By the early 1980s, it was known that HIV was neurotrophic (72). The AJNR and other radiologic journals (73–77) reported a plethora of imaging findings in AIDS patients. Flowers et al (78) determined that MR imaging was valuable for evaluating encephalopathy in AIDS patients. Cohen et al (79) in 1992 noted that MR findings are normal to minimally abnormal during early stages of HIV infection, subtle neuropsychologic abnormalities do not correlate with MR, and there may be a prominence of adenoidal tissue in patients without opportunistic infections.
Wehn et al (80) in 1989 first observed dilated perivascular spaces in cryptococcal infections, Tien et al (81) and Mathews et al (82) extended the MR observations regarding this AIDS-related infection, including its lack of enhancement and underestimation of the extent of disease. Coccidioidomycosis was revealed to show widespread cisternal and cervical meningeal enhancement and ventricular enlargement (83). HIV patients were particularly susceptible to brain abscess.
MT ratio (MTR) measurements proved useful for distinguishing progressive multifocal leukoencephalopathy (PML) from HIV encephalitis (84). PML had lower MTR values—much lower than regions involved with HIV encephalitis. Thallium 201 brain single-photon-emission CT (SPECT) could be employed in the imaging of AIDS patients to differentiate CNS lymphoma from infectious lesions, such as toxoplasma encephalitis (85). Increased intense uptake was associated with lymphoma, whereas toxoplasma encephalitis had no uptake. Kim et al (86) suggested that T1-weighted imaging revealed that tuberculoma had hyperintense and hypointense rims that corresponded to collagenous fibers and inflammatory infiltrate, respectively. The AJNR featured imaging findings of many other infectious and inflammatory diseases, including Wegener granulomatosis (87), Lyme disease (88, 89), chronic fatigue syndrome (90), neurosyphilis (91, 92) aspergillosis (93), Whipple's disease (94), St. Louis encephalitis (95), Japanese encephalitis (96), malaria (97) and Rocky Mountain spotted fever (98).
White Matter Disease
Horowitz et al (99) reported that the ovoid lesion on MR images might increase specificity for the diagnosis of MS and that this lesion was the MR correlate of “Dawson's finger.” MS lesions could have a diverse appearance, including rings on MR images that are high-intensity with T1-weighted imaging and low-intensity with T2-weighted imaging (100). T2 shortening was reported to be present in MS patients in the thalamus, putamen (101), cortex, and adjacent subcortical white matter (102).
Two investigations reported contrast enhancement decreases over disease duration that reflect clinical classification (103, 104). Grossman et al (105) suggested that proton spectroscopy could lead to better categorization of MS lesions than contrast enhancement could and that demyelination had a longer course than contrast enhancement.
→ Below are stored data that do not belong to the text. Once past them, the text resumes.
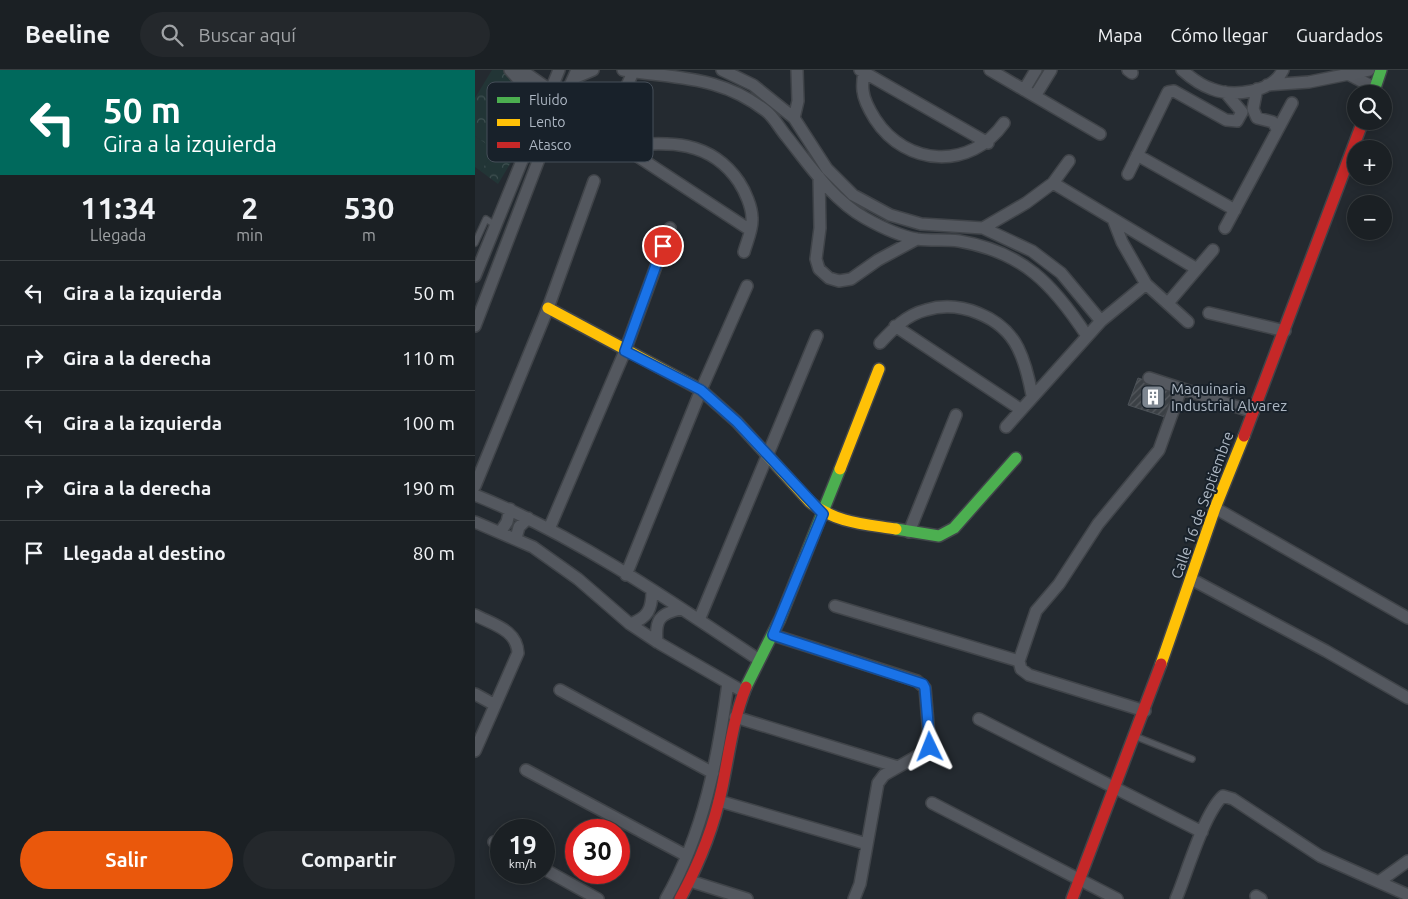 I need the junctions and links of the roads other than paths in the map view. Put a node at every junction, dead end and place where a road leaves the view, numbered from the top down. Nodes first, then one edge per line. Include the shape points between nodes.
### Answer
1 (559, 70) edge
2 (593, 70) edge
3 (722, 70) edge
4 (797, 70) edge
5 (990, 70) edge
6 (1036, 70) edge
7 (1051, 70) edge
8 (1182, 70) edge
9 (1283, 70) edge
10 (1369, 70) edge
11 (1381, 70) edge
12 (630, 71) edge
13 (862, 71) edge
14 (513, 72) edge
15 (576, 74) edge
16 (1350, 75) junction
17 (535, 82) edge
18 (554, 82) edge
19 (1365, 85) edge
20 (1376, 85) edge
21 (1262, 87) junction
22 (1024, 90) junction
23 (1225, 92) junction
24 (1035, 96) junction
25 (1291, 102) dead end
26 (1253, 106) junction
27 (1239, 108) junction
28 (794, 118) junction
29 (1004, 123) dead end
30 (1277, 129) junction
31 (1360, 130) edge
32 (1100, 134) dead end
33 (653, 143) edge
34 (987, 143) junction
35 (814, 150) junction
36 (1137, 155) junction
37 (803, 158) junction
38 (1069, 161) dead end
39 (519, 162) edge
40 (537, 162) edge
41 (647, 162) edge
42 (1128, 174) dead end
43 (819, 178) junction
44 (594, 181) dead end
45 (1053, 183) junction
46 (1235, 210) junction
47 (1113, 219) junction
48 (491, 222) junction
49 (946, 225) junction
50 (670, 228) dead end
51 (983, 228) junction
52 (1225, 228) dead end
53 (750, 230) junction
54 (917, 239) junction
55 (946, 240) junction
56 (476, 241) edge
57 (488, 244) junction
58 (1213, 250) dead end
59 (744, 252) dead end
60 (1197, 269) junction
61 (475, 276) edge
62 (1146, 284) junction
63 (747, 286) dead end
64 (1168, 303) junction
65 (548, 308) junction
66 (1209, 313) dead end
67 (477, 314) edge
68 (1101, 321) junction
69 (1188, 322) dead end
70 (475, 326) edge
71 (895, 326) junction
72 (1285, 331) junction
73 (817, 336) dead end
74 (1087, 336) junction
75 (880, 342) dead end
76 (625, 351) junction
77 (879, 368) dead end
78 (1149, 378) dead end
79 (1181, 389) junction
80 (701, 390) junction
81 (1033, 395) junction
82 (1020, 409) junction
83 (1253, 412) junction
84 (956, 415) dead end
85 (1006, 427) dead end
86 (768, 455) junction
87 (1016, 458) dead end
88 (475, 486) edge
89 (475, 494) edge
90 (1215, 508) junction
91 (510, 509) junction
92 (823, 514) junction
93 (528, 518) junction
94 (475, 522) edge
95 (549, 530) junction
96 (501, 531) junction
97 (909, 532) junction
98 (516, 538) junction
99 (626, 575) junction
100 (1191, 579) junction
101 (652, 591) junction
102 (835, 606) dead end
103 (680, 609) junction
104 (475, 615) edge
105 (1408, 618) edge
106 (699, 620) junction
107 (631, 624) junction
108 (773, 635) junction
109 (657, 642) junction
110 (759, 660) junction
111 (1019, 661) junction
112 (728, 683) junction
113 (560, 690) dead end
114 (744, 692) junction
115 (475, 694) edge
116 (1408, 698) edge
117 (495, 705) junction
118 (1145, 711) junction
119 (735, 717) junction
120 (979, 719) dead end
121 (1135, 736) junction
122 (475, 751) edge
123 (1192, 759) dead end
124 (898, 767) junction
125 (526, 770) dead end
126 (713, 773) junction
127 (1115, 787) junction
128 (719, 801) junction
129 (932, 803) dead end
130 (698, 826) junction
131 (710, 831) junction
132 (1202, 832) junction
133 (867, 844) junction
134 (687, 856) junction
135 (1408, 860) edge
136 (555, 875) edge
137 (1080, 880) junction
138 (690, 881) junction
139 (1380, 881) junction
140 (1408, 895) edge
141 (598, 899) edge
142 (666, 899) edge
143 (680, 899) edge
144 (747, 899) edge
145 (854, 899) edge
146 (1072, 899) edge
147 (1117, 899) edge
148 (1176, 899) edge

1 - 18 street
2 - 15 street
3 - 28 street via 753,85
4 - 28 street
5 - 22 street
6 - 22 street
7 - 24 street
8 - 23 street via 1203,86
9 - 21 street
10 - 16 street
11 - 20 street
12 - 37 street via 691,78 741,95 767,112
13 - 34 street
13 - 34 street via 868,108 883,130 899,144 920,153 947,156 974,150
14 - 17 street via 527,74
16 - 19 street
16 - 21 street
21 - 23 street
21 - 26 street
22 - 24 street
23 - 27 street
24 - 32 street
25 - 30 street
26 - 27 street
26 - 30 street via 1257,118 1273,122
27 - 36 street via 1242,116 1232,122 1170,91
28 - 35 street
29 - 34 street
30 - 46 street
31 - 72 street, Calle 16 de Septiembre
33 - 53 street via 680,144 706,152 730,168 744,189 752,218
35 - 37 street
35 - 49 street via 853,195 871,207 921,224
36 - 42 street
36 - 46 street
37 - 43 street
38 - 45 street
39 - 48 street
40 - 67 street
41 - 53 street
43 - 54 street via 863,217 885,229
43 - 54 street via 817,260 819,269 829,278 839,281 851,278
44 - 65 street
45 - 47 street
45 - 51 street
46 - 52 street
47 - 60 street
47 - 62 street
48 - 56 lane
48 - 57 street
49 - 51 street
49 - 55 street
50 - 76 street
51 - 68 street via 1040,256 1061,273
53 - 59 street
54 - 55 street
55 - 74 street via 1003,253 1035,272 1066,304
56 - 57 lane
57 - 61 street
58 - 60 street
60 - 64 street
62 - 64 street
62 - 68 street
63 - 80 street
64 - 69 street
65 - 76 street
65 - 88 street
66 - 72 street
67 - 70 street
68 - 74 street
71 - 75 street
71 - 81 street via 926,310 951,307 990,318 1018,347
71 - 82 street
72 - 83 street, Calle 16 de Septiembre
73 - 86 street
74 - 81 street
76 - 80 street
76 - 95 street
77 - 92 street
78 - 79 street
79 - 83 street
79 - 111 street via 1159,450 1098,524 1059,584 1036,611
80 - 86 street
80 - 99 street
81 - 82 street
82 - 85 street
83 - 90 street, Calle 16 de Septiembre
84 - 97 street
86 - 92 street
86 - 106 street
87 - 97 street via 954,528 939,536
89 - 91 street
90 - 100 street, Calle 16 de Septiembre
90 - 105 street
91 - 93 street
91 - 96 street
92 - 97 street via 839,520
92 - 108 street
93 - 95 street
93 - 98 street via 519,527
94 - 96 street
95 - 99 street
96 - 98 street
98 - 107 street via 546,555
99 - 101 street
100 - 116 street
100 - 118 street, Calle 16 de Septiembre
101 - 103 street
101 - 107 street via 649,613
102 - 111 street
103 - 106 street
103 - 109 street via 667,612 660,618 655,628
104 - 117 street via 512,635 517,642 518,653
106 - 110 street
107 - 109 street
108 - 110 street
108 - 124 street via 923,684 930,747
109 - 112 street
110 - 114 street
111 - 118 street via 1021,669 1029,674
112 - 114 street
112 - 126 street
113 - 126 street
114 - 119 street
115 - 117 street
117 - 122 street
118 - 121 street, Calle 16 de Septiembre
119 - 124 street
119 - 128 street
120 - 127 street
121 - 123 lane
121 - 127 street, Calle 16 de Septiembre
124 - 133 street via 877,782
125 - 134 street
126 - 130 street
127 - 132 street
127 - 137 street, Calle 16 de Septiembre
128 - 131 street
128 - 133 street
129 - 137 street
130 - 131 street
130 - 134 street
131 - 138 street
132 - 139 street via 1216,802 1223,796 1233,799 1320,856
132 - 148 street
133 - 145 street
134 - 142 street
135 - 139 street
136 - 141 street
137 - 146 street, Calle 16 de Septiembre
137 - 147 street
138 - 143 street
138 - 144 street
139 - 140 street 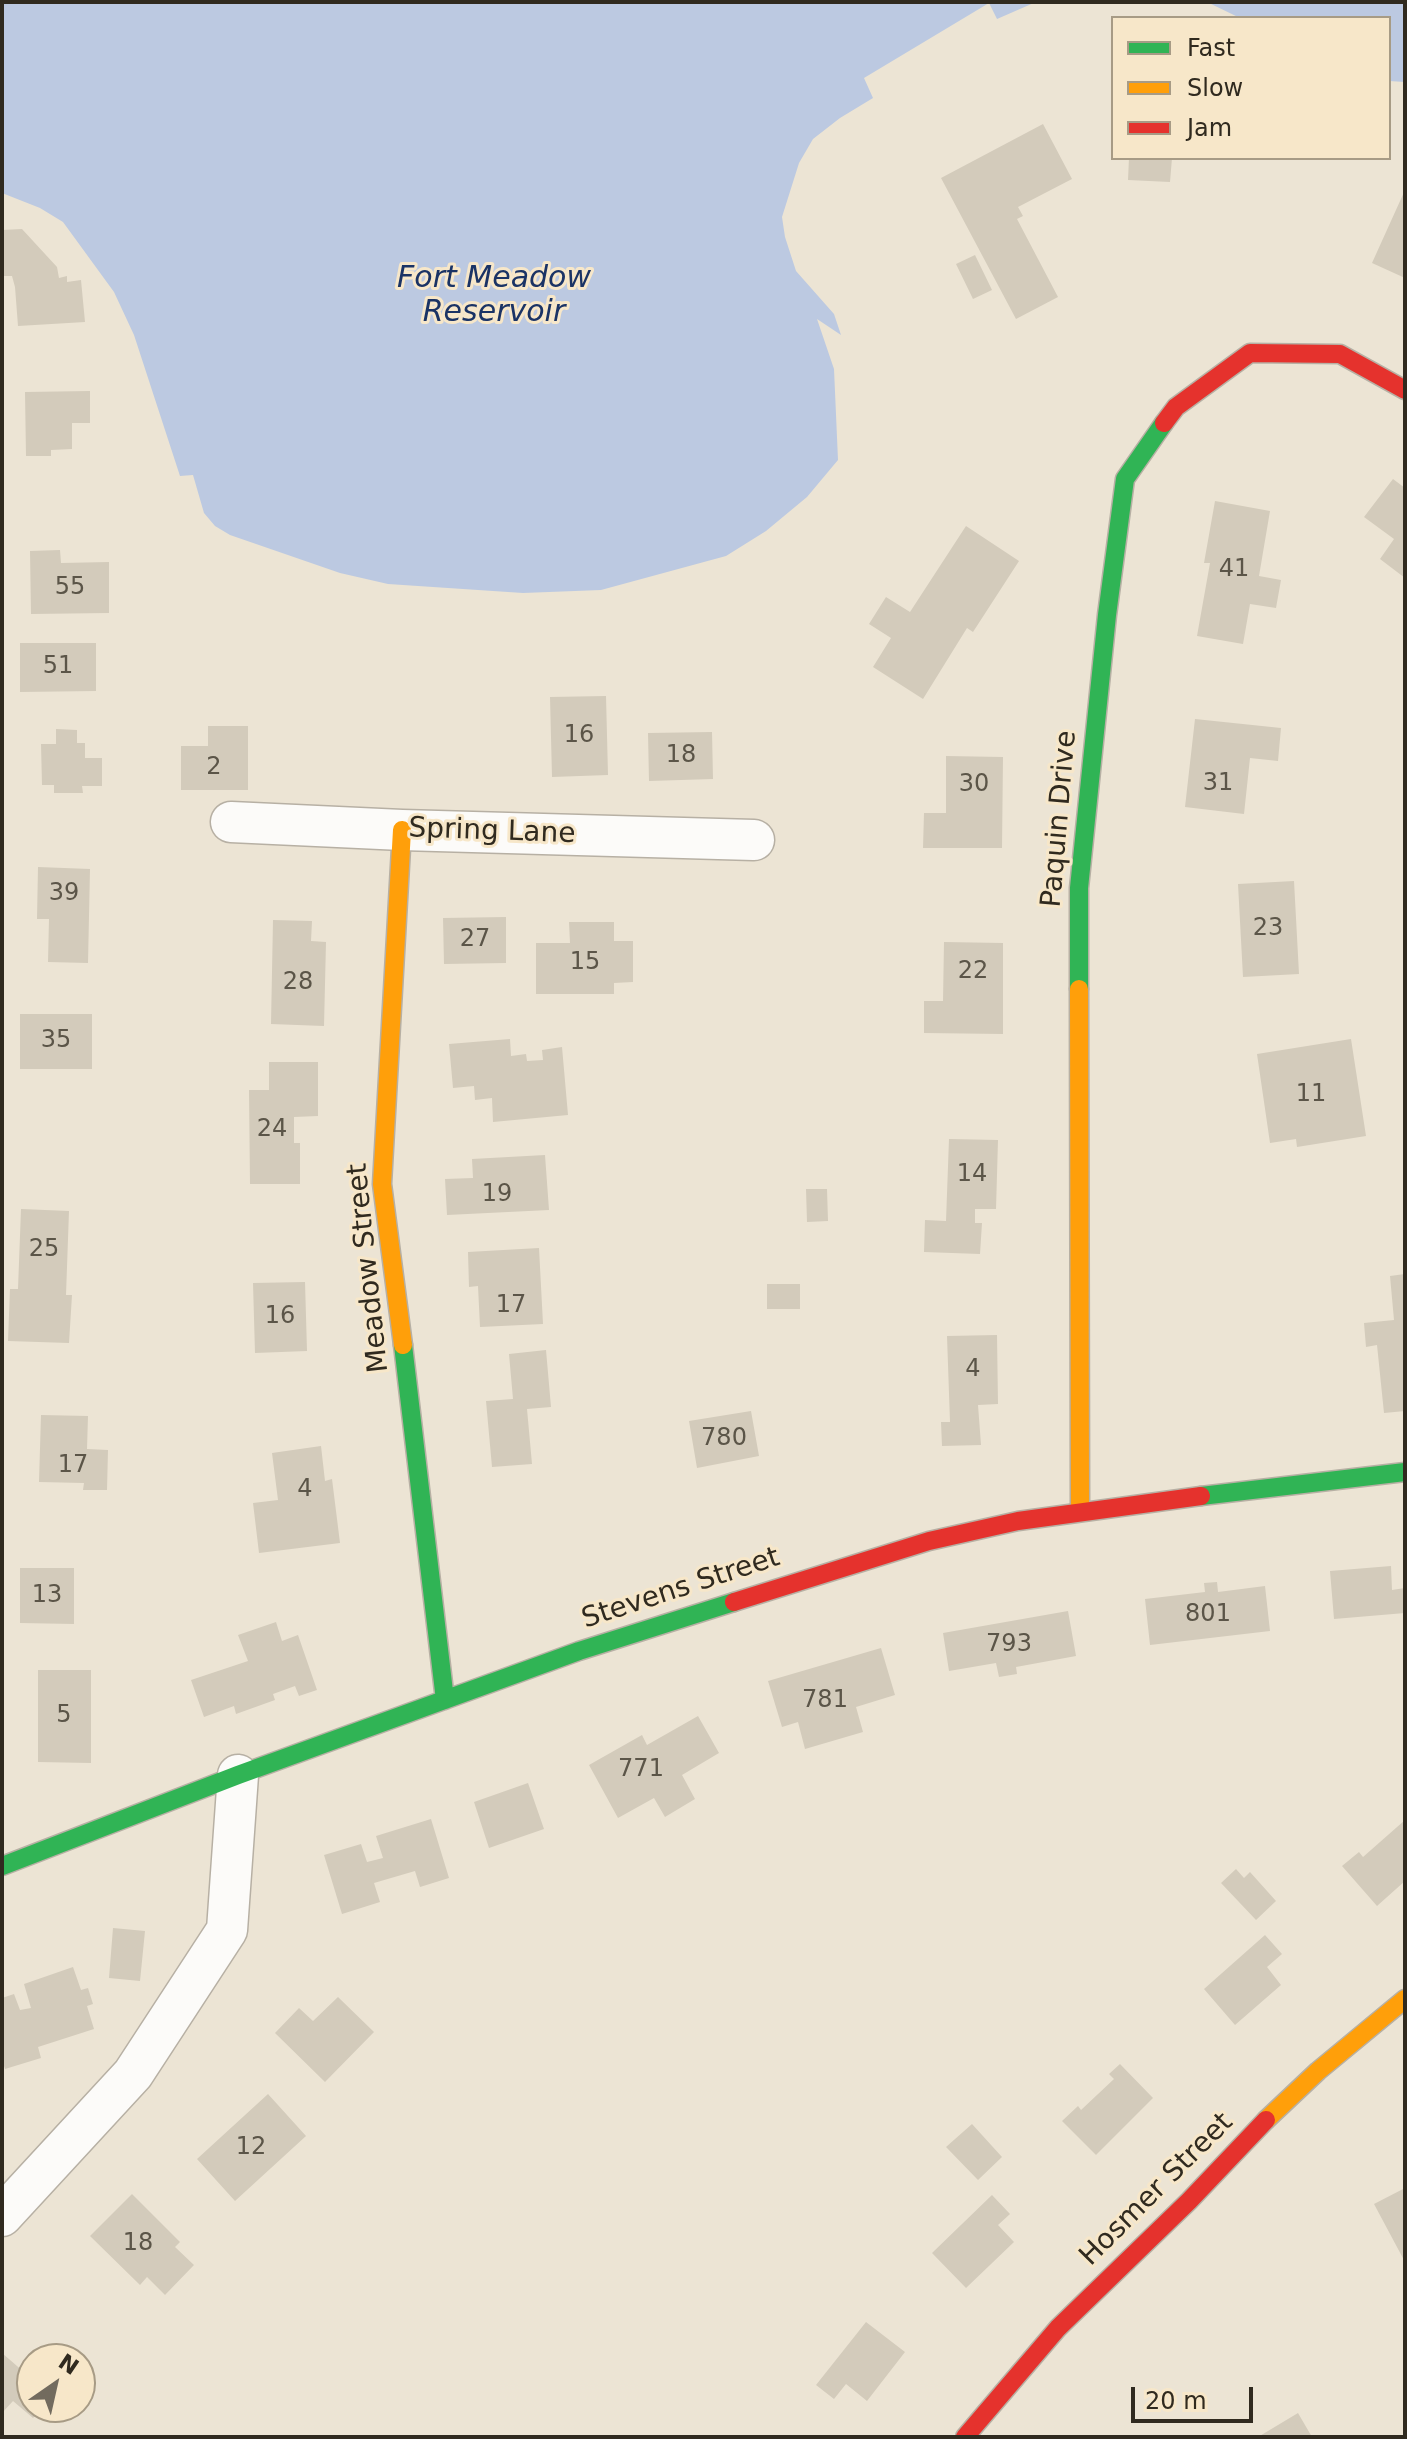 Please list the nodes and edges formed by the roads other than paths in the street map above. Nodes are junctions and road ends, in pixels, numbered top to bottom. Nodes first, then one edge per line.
1 (1405, 390) edge
2 (231, 822) dead end
3 (402, 830) junction
4 (754, 840) dead end
5 (1405, 1472) edge
6 (1080, 1511) junction
7 (445, 1700) junction
8 (238, 1775) junction
9 (2, 1866) edge
10 (1405, 1999) edge
11 (2, 2216) edge
12 (965, 2437) edge

1 - 6 street, Paquin Drive
2 - 3 street, Spring Lane
3 - 4 street, Spring Lane
3 - 7 street, Meadow Street
5 - 6 street, Stevens Street
6 - 7 street, Stevens Street
7 - 8 street, Stevens Street
8 - 9 street, Stevens Street
8 - 11 street
10 - 12 street, Hosmer Street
Guttmann et al (106) characterized the temporal evolution of MS lesions.
In an animal model of Wallerian degeneration, Lexa et al (107) proved that application of the MTR measure was more sensitive for the early detection of degeneration than was conventional MR imaging and that temporal changes revealed by the MTR corresponded to histologic phases of Wallerian degeneration. The MTR was suggested to be a robust measure (108) and reliable method for determining MS lesion age (109). Hiehle et al (110) drew attention to T1 hypointense lesions and their low MTRs and concluded that, based on MTR data, T1 hypointense lesions represented the most demyelinated MS lesions. Loevner et al (111) confirmed this observation and suggested that T1-weighted imaging might be useful for characterizing MS lesions. van Buchem et al (112) combined a computer software program and MT to produce global MTR histograms for estimating whole-brain disease burden in MS. Phillips et al (113) reported that the MTR histogram was a better indicator of global disease burden than T2 was of lesion volume.
Metabolic and Toxic States
Xiong et al (114) reported the MR findings in toluene abuse, including loss of gray-white matter, periventricular white matter abnormality, decreased size of the corpus callosum, and hypointensity intensity in the thalami. Methanol can produce putaminal necrosis and hemorrhage as well as peripheral white matter lesions (115) and other regions involved in severe intoxication include the caudate nucleus, pontine tegmentum, and optic nerves (116). Ethylene glycol toxicity affects the thalamus and pons (117). MR imaging reveals that organic mercury poisoning (Minamata disease) affects the calcarine area, cerebellum, and postcentral gyri, and these regions are responsible for the characteristic manifestation of the disease, including constriction of the visual fields, ataxia, and sensory disturbance (118). Cyclosporin A produced reversible changes in the occipital region (119).
Degenerative Diseases
In 1986, George et al (120) showed that leukoencephalopathy was linked to the aging process and was observed in both “normal” and cognitively impaired individuals who had no other evidence of vascular disease. De Leon et al (121), in a 3-year longitundinal study of patients with Alzheimer's disease, found that changes in ventricular size reflected clinical changes. Holodny et al (122) reported that dilatation of the perihippocampal fissures could be a sensitive and specific marker for distinguishing Alzheimer's disease from normal-pressure hydrocephalus. Bradley et al (123) called attention to the relationship between CBF and CSF circulation and to the association of ischemic periventricular lesions in patients with normal-pressure hydrocephalus and in elderly patients with communicating hydrocephalus. As would be expected, the results of these fresh ideas were debated in the journal (124, 125).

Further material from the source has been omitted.